Now, taking a step further, when you do the same thing for “best facelift surgeon NYC,” ASPS (PlasticSurgery.org) doesn't appear in the results at all. This means that “best facelift surgeon NYC” is not a derivative of “facelift” and considered its own topic. It's a subtopic. This may be an opportunity.
Also called “topical long-tail keywords,” these are specific long-tail keywords that are considered as topics in and of themselves. They may be better and easier to rank for, too, than derivatives.
When I visit the topmost result, NewYorkFacialPlasticSurgery.com, it's not an informative piece of content. I get a press release about the doctor who was mentioned in a magazine and voted “best plastic surgeon in New York City,” which clearly highlights the keywords and several variations:
Now, you might think this site is ranking because of keyword density.

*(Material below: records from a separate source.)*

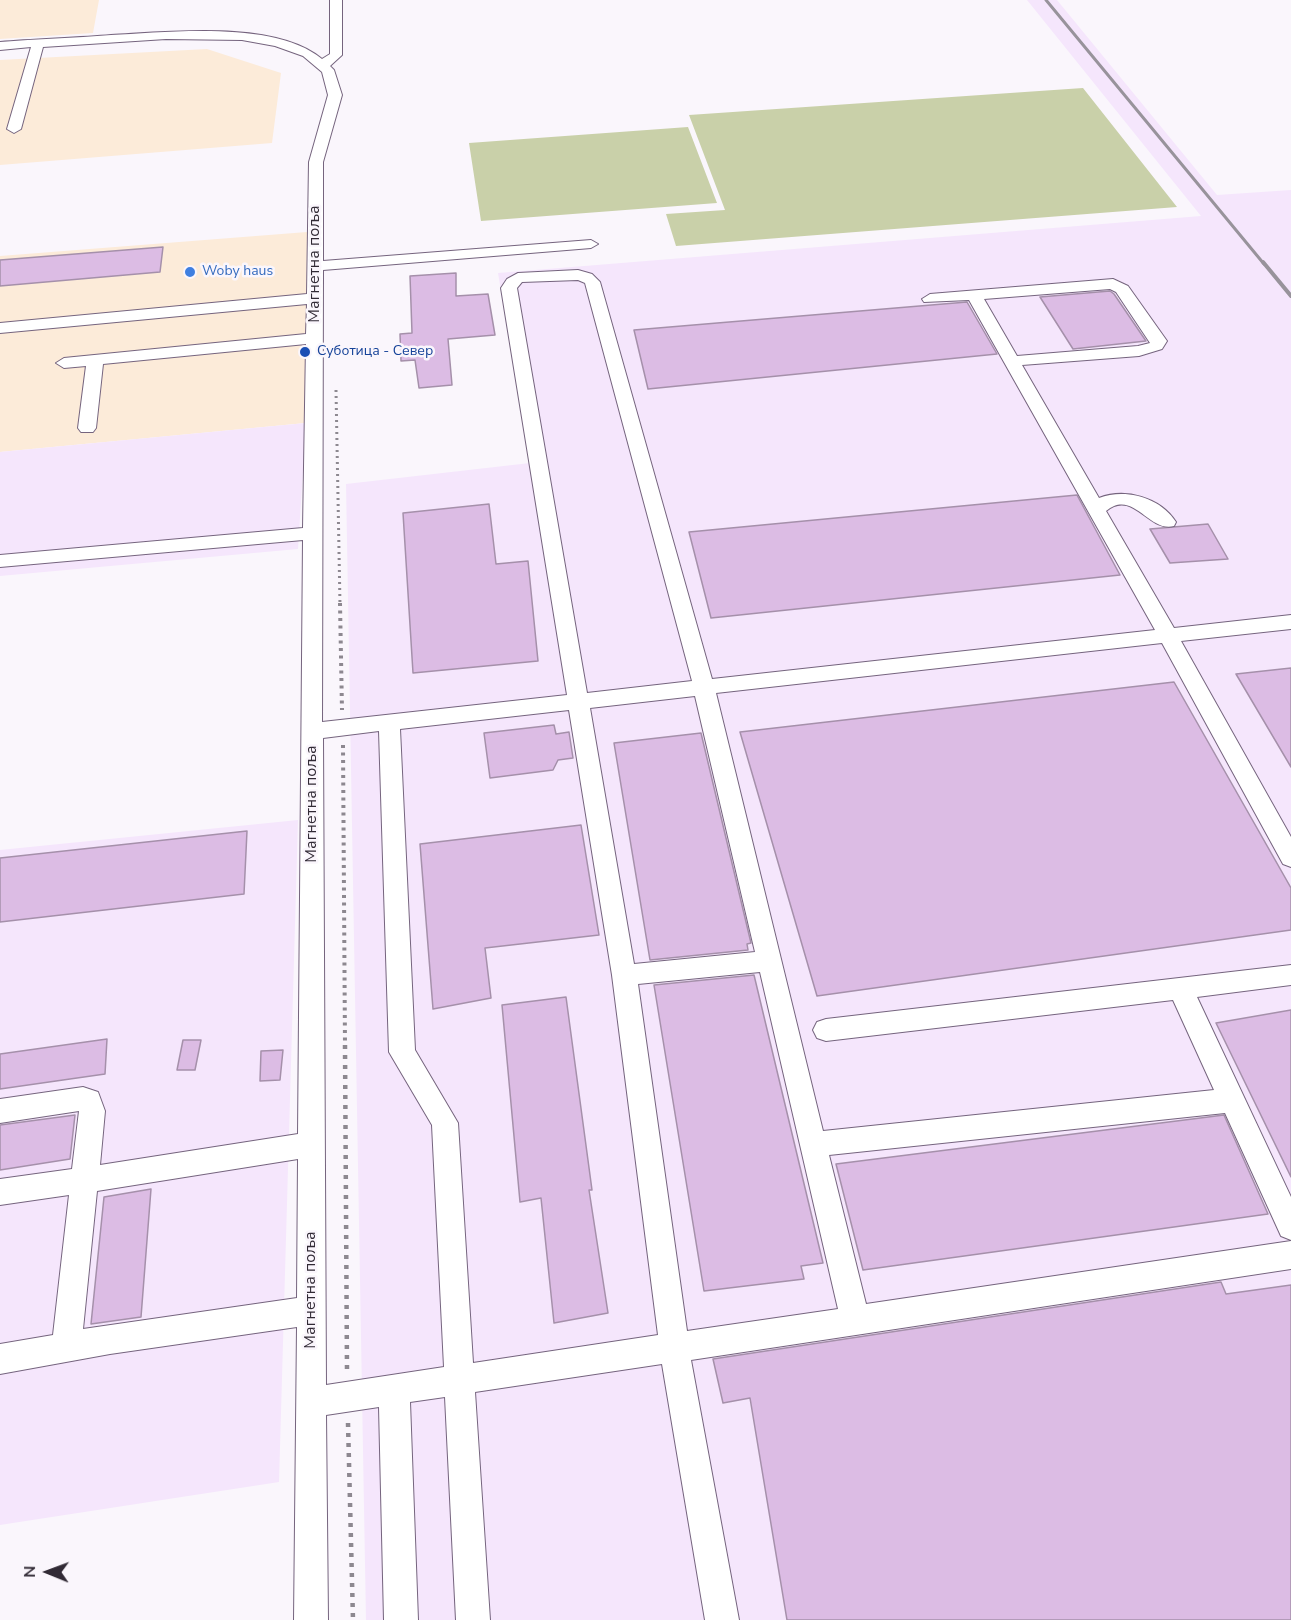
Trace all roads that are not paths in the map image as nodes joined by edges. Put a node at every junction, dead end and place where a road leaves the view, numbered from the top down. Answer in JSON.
{"nodes":[{"id":1,"x":336,"y":0,"type":"edge"},
{"id":2,"x":38,"y":43,"type":"junction"},
{"id":3,"x":0,"y":46,"type":"edge"},
{"id":4,"x":324,"y":64,"type":"junction"},
{"id":5,"x":14,"y":129,"type":"dead end"},
{"id":6,"x":591,"y":244,"type":"dead end"},
{"id":7,"x":519,"y":250,"type":"junction"},
{"id":8,"x":315,"y":266,"type":"junction"},
{"id":9,"x":522,"y":278,"type":"junction"},
{"id":10,"x":974,"y":295,"type":"junction"},
{"id":11,"x":315,"y":298,"type":"junction"},
{"id":12,"x":930,"y":299,"type":"dead end"},
{"id":13,"x":0,"y":328,"type":"edge"},
{"id":14,"x":315,"y":338,"type":"junction"},
{"id":15,"x":95,"y":360,"type":"junction"},
{"id":16,"x":1011,"y":361,"type":"junction"},
{"id":17,"x":64,"y":363,"type":"dead end"},
{"id":18,"x":87,"y":428,"type":"dead end"},
{"id":19,"x":1096,"y":510,"type":"junction"},
{"id":20,"x":1167,"y":522,"type":"dead end"},
{"id":21,"x":312,"y":533,"type":"junction"},
{"id":22,"x":0,"y":561,"type":"edge"},
{"id":23,"x":1291,"y":622,"type":"edge"},
{"id":24,"x":1168,"y":636,"type":"junction"},
{"id":25,"x":704,"y":688,"type":"junction"},
{"id":26,"x":579,"y":702,"type":"junction"},
{"id":27,"x":389,"y":723,"type":"junction"},
{"id":28,"x":312,"y":731,"type":"junction"},
{"id":29,"x":1291,"y":858,"type":"edge"},
{"id":30,"x":769,"y":961,"type":"junction"},
{"id":31,"x":624,"y":975,"type":"junction"},
{"id":32,"x":1291,"y":975,"type":"edge"},
{"id":33,"x":1180,"y":988,"type":"junction"},
{"id":34,"x":826,"y":1030,"type":"dead end"},
{"id":35,"x":1232,"y":1100,"type":"junction"},
{"id":36,"x":0,"y":1111,"type":"edge"},
{"id":37,"x":311,"y":1144,"type":"junction"},
{"id":38,"x":812,"y":1144,"type":"junction"},
{"id":39,"x":83,"y":1180,"type":"junction"},
{"id":40,"x":0,"y":1192,"type":"edge"},
{"id":41,"x":1291,"y":1227,"type":"edge"},
{"id":42,"x":1291,"y":1255,"type":"edge"},
{"id":43,"x":311,"y":1311,"type":"junction"},
{"id":44,"x":855,"y":1320,"type":"junction"},
{"id":45,"x":66,"y":1347,"type":"junction"},
{"id":46,"x":674,"y":1347,"type":"junction"},
{"id":47,"x":0,"y":1359,"type":"edge"},
{"id":48,"x":459,"y":1380,"type":"junction"},
{"id":49,"x":394,"y":1389,"type":"junction"},
{"id":50,"x":311,"y":1402,"type":"junction"},
{"id":51,"x":311,"y":1620,"type":"edge"},
{"id":52,"x":400,"y":1620,"type":"edge"},
{"id":53,"x":473,"y":1620,"type":"edge"},
{"id":54,"x":722,"y":1620,"type":"edge"}],
"edges":[{"from":1,"to":4,"type":"street"},
{"from":2,"to":3,"type":"street"},
{"from":2,"to":4,"type":"street"},
{"from":2,"to":5,"type":"street"},
{"from":4,"to":8,"type":"street","name":"Магнетна поља"},
{"from":6,"to":7,"type":"street"},
{"from":7,"to":8,"type":"street"},
{"from":7,"to":9,"type":"street"},
{"from":8,"to":11,"type":"street","name":"Магнетна поља"},
{"from":9,"to":25,"type":"street"},
{"from":9,"to":26,"type":"street"},
{"from":10,"to":12,"type":"street"},
{"from":10,"to":16,"type":"street"},
{"from":10,"to":16,"type":"street"},
{"from":11,"to":13,"type":"street"},
{"from":11,"to":14,"type":"street","name":"Магнетна поља"},
{"from":14,"to":15,"type":"street"},
{"from":14,"to":21,"type":"street","name":"Магнетна поља"},
{"from":15,"to":17,"type":"street"},
{"from":15,"to":18,"type":"street"},
{"from":16,"to":19,"type":"street"},
{"from":19,"to":20,"type":"street"},
{"from":19,"to":24,"type":"street"},
{"from":21,"to":22,"type":"street"},
{"from":21,"to":28,"type":"street","name":"Магнетна поља"},
{"from":23,"to":24,"type":"street"},
{"from":24,"to":25,"type":"street"},
{"from":24,"to":29,"type":"street"},
{"from":25,"to":26,"type":"street"},
{"from":25,"to":30,"type":"street"},
{"from":26,"to":27,"type":"street"},
{"from":26,"to":31,"type":"street"},
{"from":27,"to":28,"type":"street"},
{"from":27,"to":48,"type":"street"},
{"from":28,"to":37,"type":"street","name":"Магнетна поља"},
{"from":30,"to":31,"type":"street"},
{"from":30,"to":38,"type":"street"},
{"from":31,"to":46,"type":"street"},
{"from":32,"to":33,"type":"street"},
{"from":33,"to":34,"type":"street"},
{"from":33,"to":35,"type":"street"},
{"from":35,"to":38,"type":"street"},
{"from":35,"to":41,"type":"street"},
{"from":36,"to":39,"type":"street"},
{"from":37,"to":39,"type":"street"},
{"from":37,"to":43,"type":"street","name":"Магнетна поља"},
{"from":38,"to":44,"type":"street"},
{"from":39,"to":40,"type":"street"},
{"from":39,"to":45,"type":"street"},
{"from":42,"to":44,"type":"street"},
{"from":43,"to":45,"type":"street"},
{"from":43,"to":50,"type":"street","name":"Магнетна поља"},
{"from":44,"to":46,"type":"street"},
{"from":45,"to":47,"type":"street"},
{"from":46,"to":48,"type":"street"},
{"from":46,"to":54,"type":"street"},
{"from":48,"to":49,"type":"street"},
{"from":48,"to":53,"type":"street"},
{"from":49,"to":50,"type":"street"},
{"from":49,"to":52,"type":"street"},
{"from":50,"to":51,"type":"street","name":"Магнетна поља"}]}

But I bet you that, if you wrote a helpful piece that provided a list of criteria that go into choosing the best facelift doctor for a user's goals, titled “How to Choose The Best Plastic Surgeon in New York For You,” it would probably outrank this one.

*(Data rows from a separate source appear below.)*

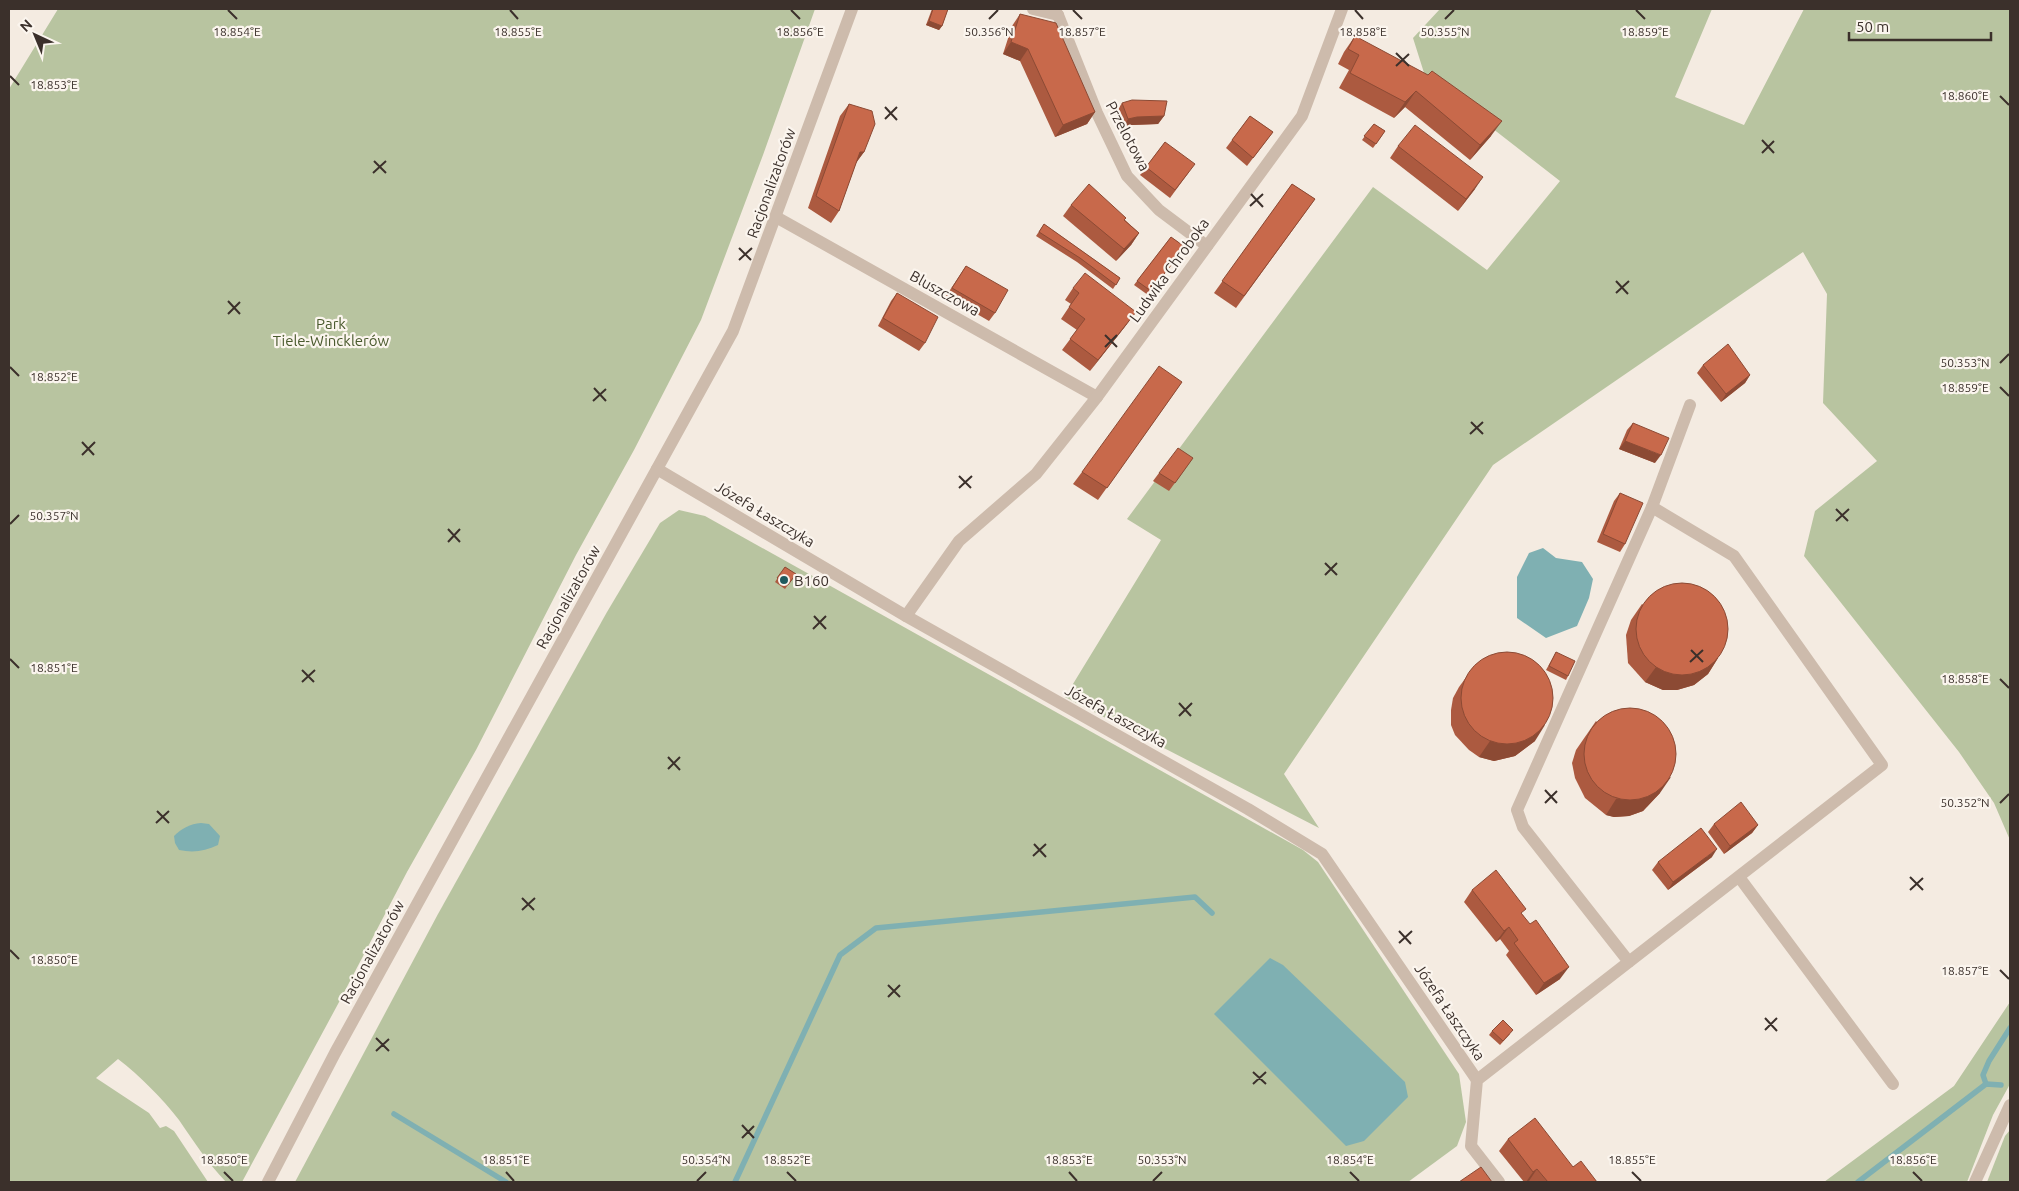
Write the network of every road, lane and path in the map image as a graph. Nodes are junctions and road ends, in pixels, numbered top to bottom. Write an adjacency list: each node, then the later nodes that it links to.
1 (852, 9): 5 (street, Racjonalizatorów)
2 (1033, 9): 4 (street)
3 (1342, 9): 6 (street, Ludwika Chroboka)
4 (1056, 12): 6 (street, Przelotowa)
5 (776, 217): 7 (street, Bluszczowa); 9 (street, Racjonalizatorów)
6 (1207, 246): 7 (street, Ludwika Chroboka)
7 (1097, 397): 11 (street, Ludwika Chroboka)
8 (1690, 405): 10 (street)
9 (657, 469): 11 (street, Józefa Łaszczyka); 17 (street, Racjonalizatorów)
10 (1652, 507): 12 (street); 13 (street)
11 (906, 616): 14 (street, Józefa Łaszczyka)
12 (1739, 877): 13 (street); 15 (street)
13 (1629, 962): 14 (street)
14 (1477, 1080): 18 (street)
15 (1893, 1084)
16 (2010, 1105): 19 (street)
17 (268, 1182)
18 (1499, 1182)
19 (1975, 1182)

(By the way, in most verticals, a better piece would be a comparison between multiple leading competitors. But that's not ethically allowed as doctors are prohibited from claiming superiority. So providing users with helpful tools to determine their goals may be the next best thing.)
My reasoning is, Google may feel the content is more relevant and helpful, and seemingly less self-serving than an award-winning mention in a press release.
Plus, you might still rank better if you had content addressing variations of the same long-tail keyword, such as: “What makes a plastic surgeon become the best in NYC?” “Best facelift NYC surgeon before and after photos.” “What are the best facelift questions to ask a plastic surgeon?” And so on.
Stop Chasing Tails
Don't go chasing long-tail keywords without first understanding search intent, learning who your competitors are, and discovering if the long-tail keyword is either a derivative or a subtopic. Because if you don't, you will be like a dog chasing its own tail, going nowhere fast.
So go for subtopics, but don't discount all derivatives, either. It might take time, but if you rank well with a recognized, authoritative piece of quality content for a derivative long-tail keyword that matches the search intent better than your competitors, you might eventually rank for its parent topic, too.